When receiving invites to in-house deign conferences I often wonder if those that sponsor these events have been to an in-house group. I find it more than a little misleading to tell folks they will learn how to be better in-house designers by listening to the creative director of Fossil watches give a talk about how their group is organized. Let's face it, if you're not doing great work at a fashion brand, something has gone terribly awry.
Most folks that are at in-house groups really want to figure out how to behave more like an outside firm or agency. They want to get out of the game of creating forms, and occasionally getting to branch out in intra company communications. They want to figure out how to get their leadership to trust them with the public face of the company, rather than using the "cover-their-ass" technique of going with outside consultants. Basically they want to get out of the bowels of the building and onto the upper floors.
Unfortunately I don't have any real prescriptive answers to those questions. In-house groups that have upper level buy-in, operate like an agency within he company, and do knockout work generally have grown organically. I would suggest that there are general behaviors that can help lead those groups where they want to go, no mater how stodgy the organization seems.
First, know your business. The design part certainly, and the business of those you work for. if you don't know it, you can't communicate it and you certainly offer no value to the company other than laying out forms.
Second, make every project you do as spectacular as it can be. Even if it's a half inch classified ad, make it the best damned half inch classified ad anyone has seen. When the quality of work is high, eventually people will notice (particularly if the service level that goes with the finished product is high)

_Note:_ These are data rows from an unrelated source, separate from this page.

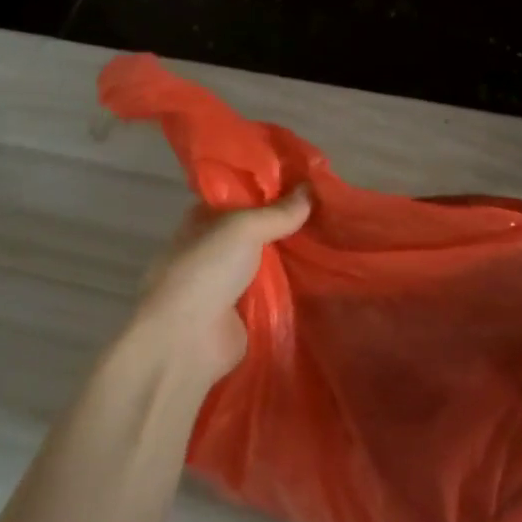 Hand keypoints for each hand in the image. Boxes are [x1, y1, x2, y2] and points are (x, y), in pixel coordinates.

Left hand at [130, 189, 311, 383]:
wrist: (186, 340)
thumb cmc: (206, 270)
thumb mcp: (243, 228)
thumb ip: (278, 212)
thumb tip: (310, 188)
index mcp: (203, 220)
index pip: (240, 196)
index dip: (270, 188)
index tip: (308, 181)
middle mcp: (214, 248)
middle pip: (257, 229)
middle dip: (288, 222)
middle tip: (329, 209)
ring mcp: (227, 282)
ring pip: (268, 260)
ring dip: (294, 254)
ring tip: (335, 238)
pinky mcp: (243, 313)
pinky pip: (275, 291)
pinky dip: (294, 285)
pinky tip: (326, 274)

Third, act like an agency. Offer suggestion where and when you can. If you suggest that you care about what your company does, those at the top will eventually notice.
Eventually Can Be Eternity
Keep in mind that eventually may be beyond your stay at the company. Leadership differs. Appreciation for the work you do only gets shown when the company's interests rely on your work. That may happen tomorrow or ten years from now. The key is to seize every tiny opportunity until the big one comes. Ask for work and eventually you can get it.
It's an unfortunate truth of in-house design that it's under-utilized. However, designers can't assume that lack of utilization means lack of appreciation. Appreciation only comes when the higher-ups have you on their radar. The only thing you can do is great work so that you can be more than just a blip on their screen.